──────── Data for the task ────────
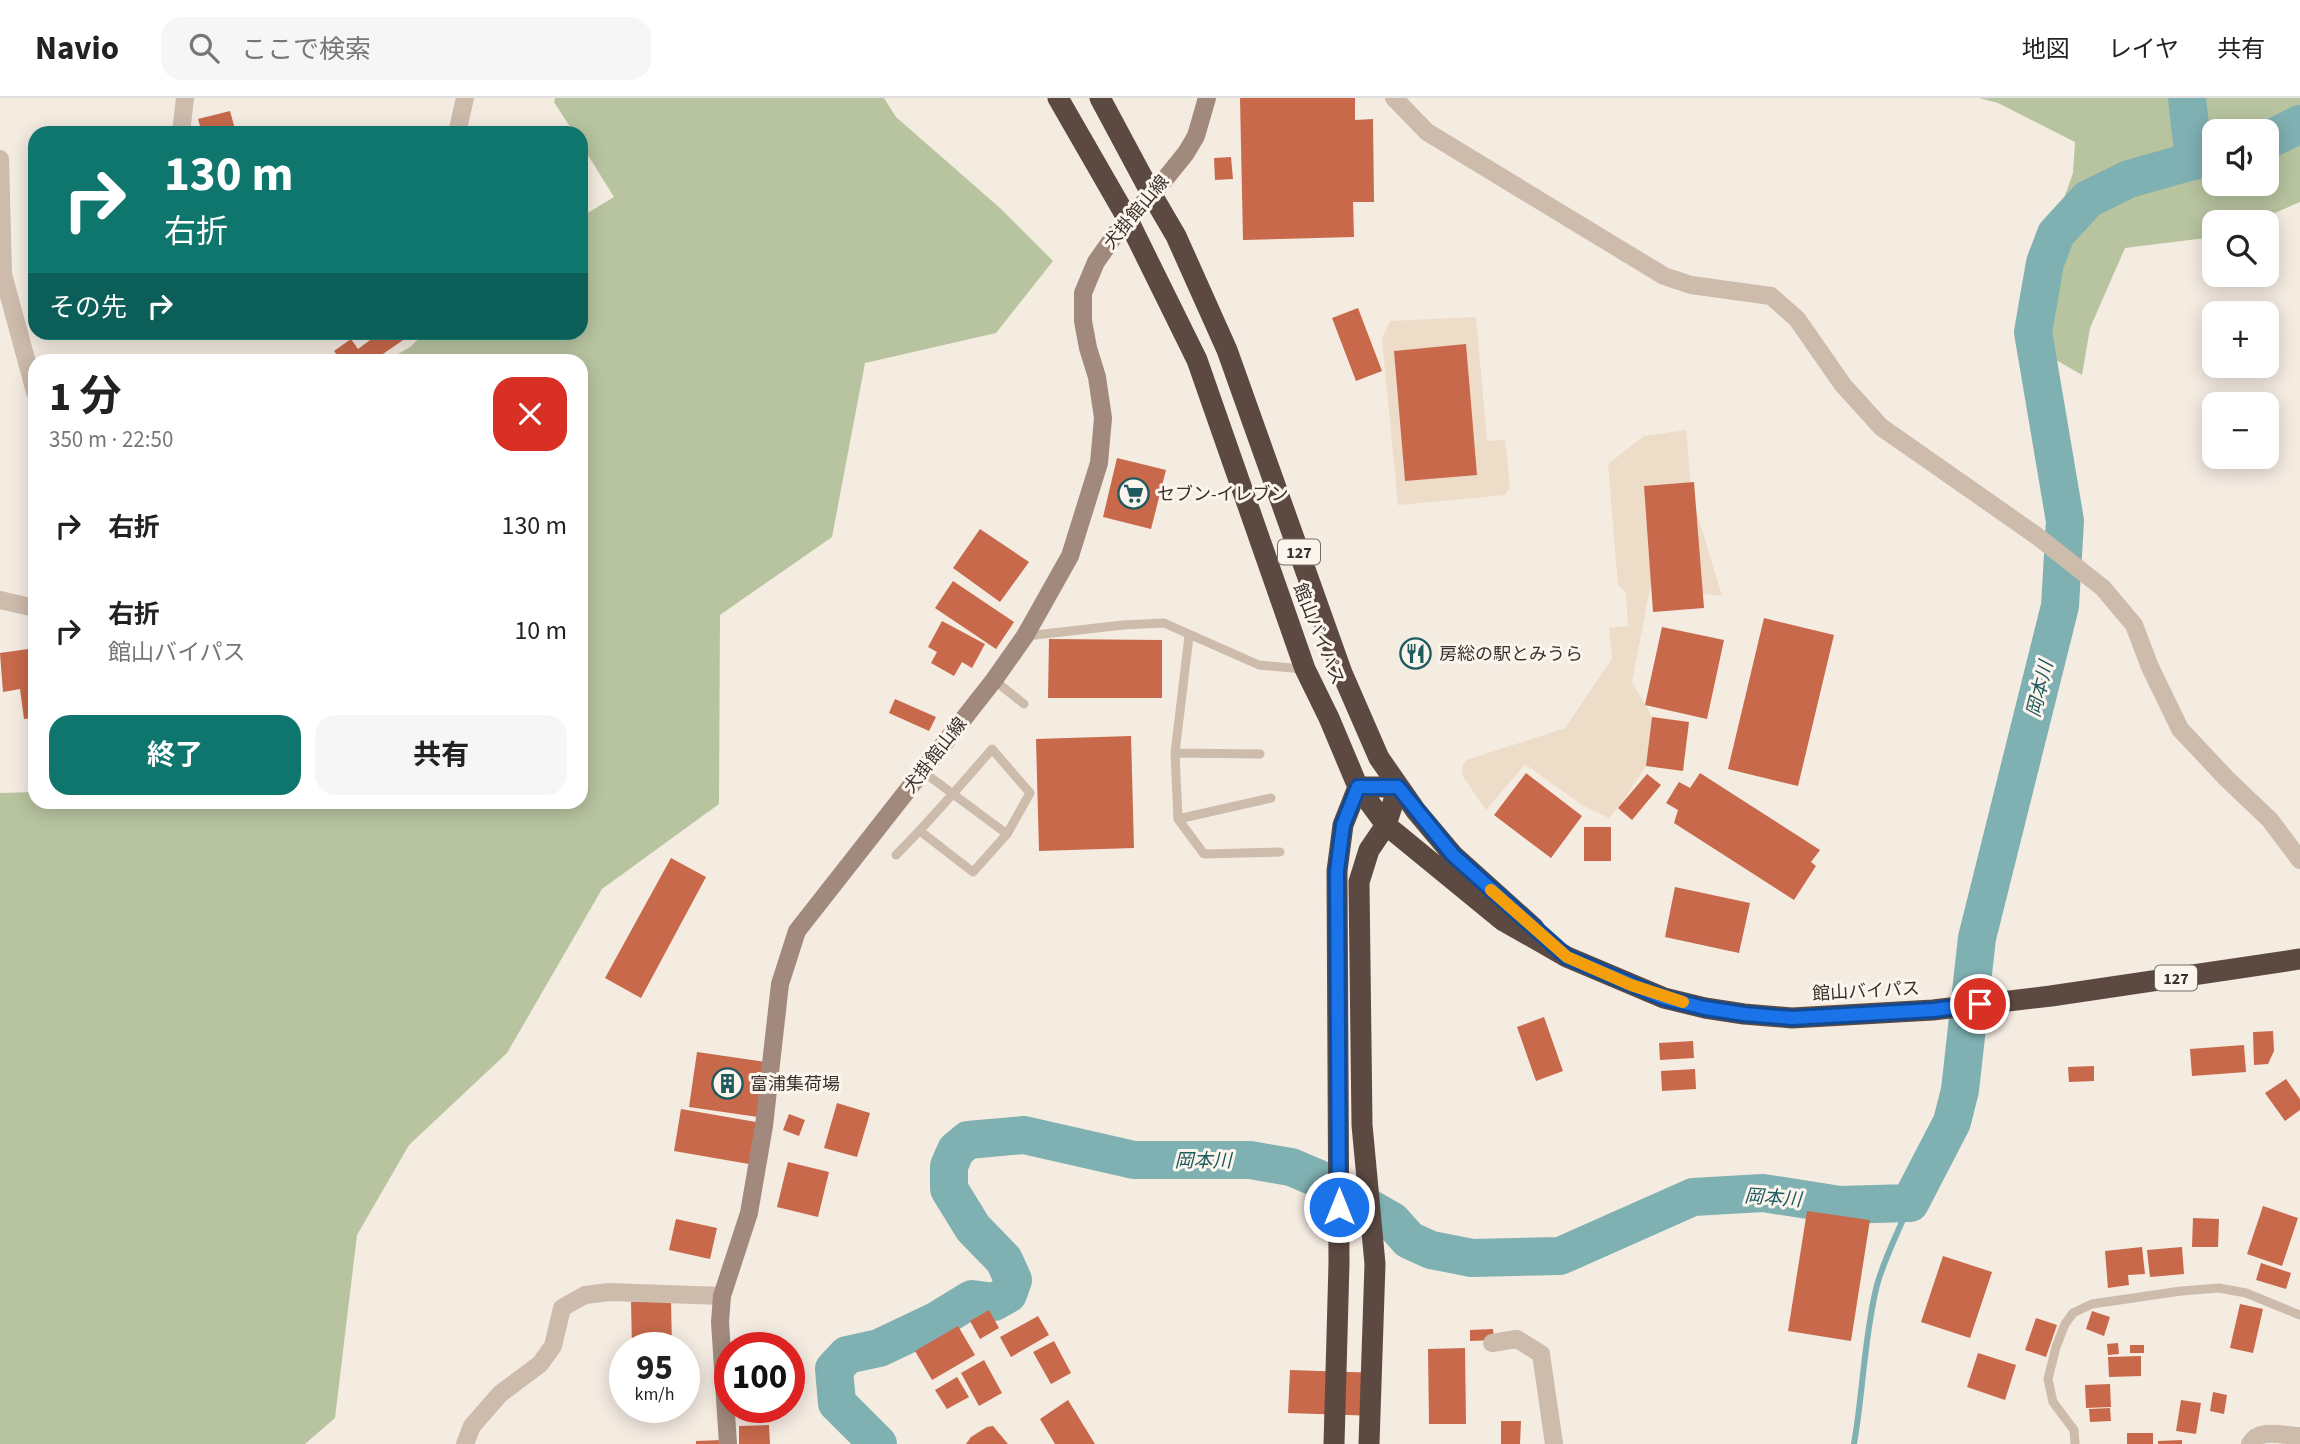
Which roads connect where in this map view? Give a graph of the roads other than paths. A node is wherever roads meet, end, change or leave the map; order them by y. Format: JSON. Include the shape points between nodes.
{"nodes":[{"id":1,"x":185,"y":98,"type":"edge"},
{"id":2,"x":465,"y":98,"type":"edge"},
{"id":3,"x":1058,"y":98,"type":"edge"},
{"id":4,"x":1100,"y":98,"type":"edge"},
{"id":5,"x":1207,"y":98,"type":"edge"},
{"id":6,"x":1394,"y":98,"type":"edge"},
{"id":7,"x":182,"y":126,"type":"edge"},
{"id":8,"x":459,"y":126,"type":"edge"},
{"id":9,"x":0,"y":159,"type":"edge"},
{"id":10,"x":1152,"y":195,"type":"junction"},
{"id":11,"x":1127,"y":218,"type":"junction"},
{"id":12,"x":28,"y":366,"type":"edge"},
{"id":13,"x":0,"y":600,"type":"edge"},
{"id":14,"x":28,"y":606,"type":"edge"},
{"id":15,"x":1025,"y":636,"type":"junction"},
{"id":16,"x":1189,"y":636,"type":"junction"},
{"id":17,"x":1305,"y":669,"type":"junction"},
{"id":18,"x":994,"y":680,"type":"junction"},
{"id":19,"x":1024,"y":704,"type":"dead end"},
{"id":20,"x":1175,"y":753,"type":"junction"},
{"id":21,"x":1260,"y":754,"type":"dead end"},
{"id":22,"x":922,"y":771,"type":"junction"},
{"id":23,"x":1358,"y":787,"type":"junction"},
{"id":24,"x":1398,"y":787,"type":"junction"},
{"id":25,"x":952,"y":795,"type":"junction"},
{"id":26,"x":1271,"y":798,"type":"dead end"},
{"id":27,"x":1178,"y":820,"type":"junction"},
{"id":28,"x":1386,"y":825,"type":"junction"},
{"id":29,"x":920,"y":831,"type":"junction"},
{"id":30,"x":1007,"y":834,"type":"junction"},
{"id":31,"x":1280,"y":852,"type":"dead end"},
{"id":32,"x":896,"y":855,"type":"dead end"},
{"id":33,"x":2300,"y":860,"type":"edge"},
{"id":34,"x":1567,"y":957,"type":"junction"},
{"id":35,"x":2300,"y":959,"type":"edge"},
{"id":36,"x":722,"y":1296,"type":"junction"},
{"id":37,"x":2300,"y":1315,"type":"edge"},
{"id":38,"x":1492,"y":1343,"type":"dead end"},
{"id":39,"x":2300,"y":1436,"type":"edge"},
{"id":40,"x":465,"y":1444,"type":"edge"},
{"id":41,"x":728,"y":1444,"type":"edge"},
{"id":42,"x":1334,"y":1444,"type":"edge"},
{"id":43,"x":1369,"y":1444,"type":"edge"},
{"id":44,"x":1554,"y":1444,"type":"edge"},
{"id":45,"x":2076,"y":1444,"type":"edge"},
{"id":46,"x":2250,"y":1444,"type":"edge"}],
"edges":[{"from":1,"to":7,"type":"street"},
{"from":2,"to":8,"type":"street"},
{"from":3,"to":11,"type":"highway","name":"館山バイパス","number":"127"},
{"from":4,"to":10,"type":"highway","name":"館山バイパス","number":"127"},
{"from":5,"to":10,"type":"main road","name":"犬掛館山線","via":[[1196,136]]},
{"from":6,"to":33,"type":"street","via":[[1427,132],[1664,276],[1691,285],[1771,296],[1797,318],[1843,385],[1881,427],[2103,588],[2134,625],[2180,729],[2270,820]]},
{"from":9,"to":12,"type":"street","via":[[3,274]]},
{"from":10,"to":11,"type":"main road","name":"犬掛館山線"},
{"from":10,"to":24,"type":"highway","name":"館山バイパス","number":"127","via":[[1176,236],[1227,350],[1342,673]]},
{"from":11,"to":15,"type":"main road","name":"犬掛館山線","via":[[1096,262],[1083,293],[1083,321],[1103,418],[1099,463],[1070,556]]},
{"from":11,"to":17,"type":"highway","name":"館山バイパス","number":"127","via":[[1197,360]]},
{"from":13,"to":14,"type":"street"},
{"from":15,"to":16,"type":"lane","via":[[1164,623]]},
{"from":15,"to":18,"type":"main road","name":"犬掛館山線"},
{"from":16,"to":17,"type":"lane","via":[[1259,665]]},
{"from":16,"to":20,"type":"lane"},
{"from":17,"to":23,"type":"highway","name":"館山バイパス","number":"127"},
{"from":18,"to":19,"type":"lane"},
{"from":18,"to":22,"type":"main road","name":"犬掛館山線"},
{"from":20,"to":21,"type":"lane"},
{"from":20,"to":27,"type":"lane"},
{"from":22,"to":25,"type":"lane"},
{"from":22,"to":36,"type":"main road","name":"犬掛館山線","via":[[797,930],[780,984],[749,1213]]},
{"from":23,"to":24,"type":"highway"},
{"from":23,"to":28,"type":"highway","name":"館山バイパス","number":"127"},
{"from":23,"to":42,"type":"highway","via":[[1343,825],[1337,871],[1339,1263]]},
{"from":24,"to":28,"type":"highway"},
{"from":24,"to":34,"type":"highway","name":"館山バイパス","number":"127","via":[[1453,855]]},
{"from":25,"to":29,"type":"lane"},
{"from":25,"to":30,"type":"lane"},
{"from":25,"to":30,"type":"lane","via":[[992,749],[1030,793]]},
{"from":26,"to":27,"type":"lane"},
{"from":27,"to":31,"type":"lane","via":[[1204,854]]},
{"from":28,"to":34,"type":"highway","name":"館山バイパス","number":"127","via":[[1502,920]]},
{"from":28,"to":43,"type":"highway","via":[[1369,850],[1359,881],[1362,1125],[1375,1264]]},
{"from":29,"to":30,"type":"lane","via":[[973,872]]},
{"from":29,"to":32,"type":"lane"},
{"from":34,"to":35,"type":"highway","name":"館山バイパス","number":"127","via":[[1664,998],[1705,1008],[1792,1018],[1933,1010]]},
{"from":36,"to":40,"type":"street","via":[[609,1292],[585,1295],[562,1308],[553,1346],[540,1364],[500,1394],[472,1426]]},
{"from":36,"to":41,"type":"main road","name":"犬掛館山線"},
{"from":37,"to":45,"type":"lane","via":[[2246,1293],[2219,1288],[2092,1304],[2073,1313],[2056,1347],[2048,1379],[2053,1402],[2074,1430]]},
{"from":38,"to":44,"type":"street","via":[[1517,1339],[1541,1354]]},
{"from":39,"to":46,"type":"street","via":[[2262,1433]]}]}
────────
- [Problem details]
The whole listing is to be written out exactly; the pictures stay out of the copy.

- [Answer to this task]
Which roads connect where in this map view? Give a graph of the roads other than paths. A node is wherever roads meet, end, change or leave the map; order them by y. Format: JSON. Include the shape points between nodes.
{"nodes":[{"id":1,"x":185,"y":98,"type":"edge"},
{"id":2,"x":465,"y":98,"type":"edge"},
{"id":3,"x":1058,"y":98,"type":"edge"},
{"id":4,"x":1100,"y":98,"type":"edge"},
{"id":5,"x":1207,"y":98,"type":"edge"},
{"id":6,"x":1394,"y":98,"type":"edge"},
{"id":7,"x":182,"y":126,"type":"edge"},
{"id":8,"x":459,"y":126,"type":"edge"},
{"id":9,"x":0,"y":159,"type":"edge"},
{"id":10,"x":1152,"y":195,"type":"junction"},
{"id":11,"x":1127,"y":218,"type":"junction"},
{"id":12,"x":28,"y":366,"type":"edge"},
{"id":13,"x":0,"y":600,"type":"edge"},
{"id":14,"x":28,"y":606,"type":"edge"},
{"id":15,"x":1025,"y":636,"type":"junction"},
{"id":16,"x":1189,"y":636,"type":"junction"},
{"id":17,"x":1305,"y":669,"type":"junction"},
{"id":18,"x":994,"y":680,"type":"junction"},
{"id":19,"x":1024,"y":704,"type":"dead end"},
{"id":20,"x":1175,"y":753,"type":"junction"},
{"id":21,"x":1260,"y":754,"type":"dead end"},
{"id":22,"x":922,"y":771,"type":"junction"},
{"id":23,"x":1358,"y":787,"type":"junction"},
{"id":24,"x":1398,"y":787,"type":"junction"},
{"id":25,"x":952,"y":795,"type":"junction"},
{"id":26,"x":1271,"y":798,"type":"dead end"},
{"id":27,"x":1178,"y":820,"type":"junction"},
{"id":28,"x":1386,"y":825,"type":"junction"},
{"id":29,"x":920,"y":831,"type":"junction"},
{"id":30,"x":1007,"y":834,"type":"junction"},
{"id":31,"x":1280,"y":852,"type":"dead end"},
{"id":32,"x":896,"y":855,"type":"dead end"},
{"id":33,"x":2300,"y":860,"type":"edge"},
{"id":34,"x":1567,"y":957,"type":"junction"},
{"id":35,"x":2300,"y":959,"type":"edge"},
{"id":36,"x":722,"y":1296,"type":"junction"},
{"id":37,"x":2300,"y":1315,"type":"edge"},
{"id":38,"x":1492,"y":1343,"type":"dead end"},
{"id":39,"x":2300,"y":1436,"type":"edge"},
{"id":40,"x":465,"y":1444,"type":"edge"},
{"id":41,"x":728,"y":1444,"type":"edge"},
{"id":42,"x":1334,"y":1444,"type":"edge"},
{"id":43,"x":1369,"y":1444,"type":"edge"},
{"id":44,"x":1554,"y":1444,"type":"edge"},
{"id":45,"x":2076,"y":1444,"type":"edge"},
{"id":46,"x":2250,"y":1444,"type":"edge"}],
"edges":[{"from":1,"to":7,"type":"street"},
{"from":2,"to":8,"type":"street"},
{"from":3,"to":11,"type":"highway","name":"館山バイパス","number":"127"},
{"from":4,"to":10,"type":"highway","name":"館山バイパス","number":"127"},
{"from":5,"to":10,"type":"main road","name":"犬掛館山線","via":[[1196,136]]},
{"from":6,"to":33,"type":"street","via":[[1427,132],[1664,276],[1691,285],[1771,296],[1797,318],[1843,385],[1881,427],[2103,588],[2134,625],[2180,729],[2270,820]]},
{"from":9,"to":12,"type":"street","via":[[3,274]]},
{"from":10,"to":11,"type":"main road","name":"犬掛館山線"},
{"from":10,"to":24,"type":"highway","name":"館山バイパス","number":"127","via":[[1176,236],[1227,350],[1342,673]]},
{"from":11,"to":15,"type":"main road","name":"犬掛館山線","via":[[1096,262],[1083,293],[1083,321],[1103,418],[1099,463],[1070,556]]},
{"from":11,"to":17,"type":"highway","name":"館山バイパス","number":"127","via":[[1197,360]]},
{"from":13,"to":14,"type":"street"},
{"from":15,"to":16,"type":"lane","via":[[1164,623]]},
{"from":15,"to":18,"type":"main road","name":"犬掛館山線"},
{"from":16,"to":17,"type":"lane","via":[[1259,665]]},
{"from":16,"to":20,"type":"lane"},
{"from":17,"to":23,"type":"highway","name":"館山バイパス","number":"127"},
{"from":18,"to":19,"type":"lane"},
{"from":18,"to":22,"type":"main road","name":"犬掛館山線"},
{"from":20,"to":21,"type":"lane"},
{"from":20,"to":27,"type":"lane"},
{"from":22,"to":25,"type":"lane"},
{"from":22,"to":36,"type":"main road","name":"犬掛館山線","via":[[797,930],[780,984],[749,1213]]},
{"from":23,"to":24,"type":"highway"},
{"from":23,"to":28,"type":"highway","name":"館山バイパス","number":"127"},
{"from":23,"to":42,"type":"highway","via":[[1343,825],[1337,871],[1339,1263]]},
{"from":24,"to":28,"type":"highway"},
{"from":24,"to":34,"type":"highway","name":"館山バイパス","number":"127","via":[[1453,855]]},
{"from":25,"to":29,"type":"lane"},
{"from":25,"to":30,"type":"lane"},
{"from":25,"to":30,"type":"lane","via":[[992,749],[1030,793]]},
{"from":26,"to":27,"type":"lane"},
{"from":27,"to":31,"type":"lane","via":[[1204,854]]},
{"from":28,"to":34,"type":"highway","name":"館山バイパス","number":"127","via":[[1502,920]]},
{"from":28,"to":43,"type":"highway","via":[[1369,850],[1359,881],[1362,1125],[1375,1264]]},
{"from":29,"to":30,"type":"lane","via":[[973,872]]},
{"from":29,"to":32,"type":"lane"},
{"from":34,"to":35,"type":"highway","name":"館山バイパス","number":"127","via":[[1664,998],[1705,1008],[1792,1018],[1933,1010]]},
{"from":36,"to":40,"type":"street","via":[[609,1292],[585,1295],[562,1308],[553,1346],[540,1364],[500,1394],[472,1426]]},
{"from":36,"to":41,"type":"main road","name":"犬掛館山線"},
{"from":37,"to":45,"type":"lane","via":[[2246,1293],[2219,1288],[2092,1304],[2073,1313],[2056,1347],[2048,1379],[2053,1402],[2074,1430]]},
{"from":38,"to":44,"type":"street","via":[[1517,1339],[1541,1354]]},
{"from":39,"to":46,"type":"street","via":[[2262,1433]]}]}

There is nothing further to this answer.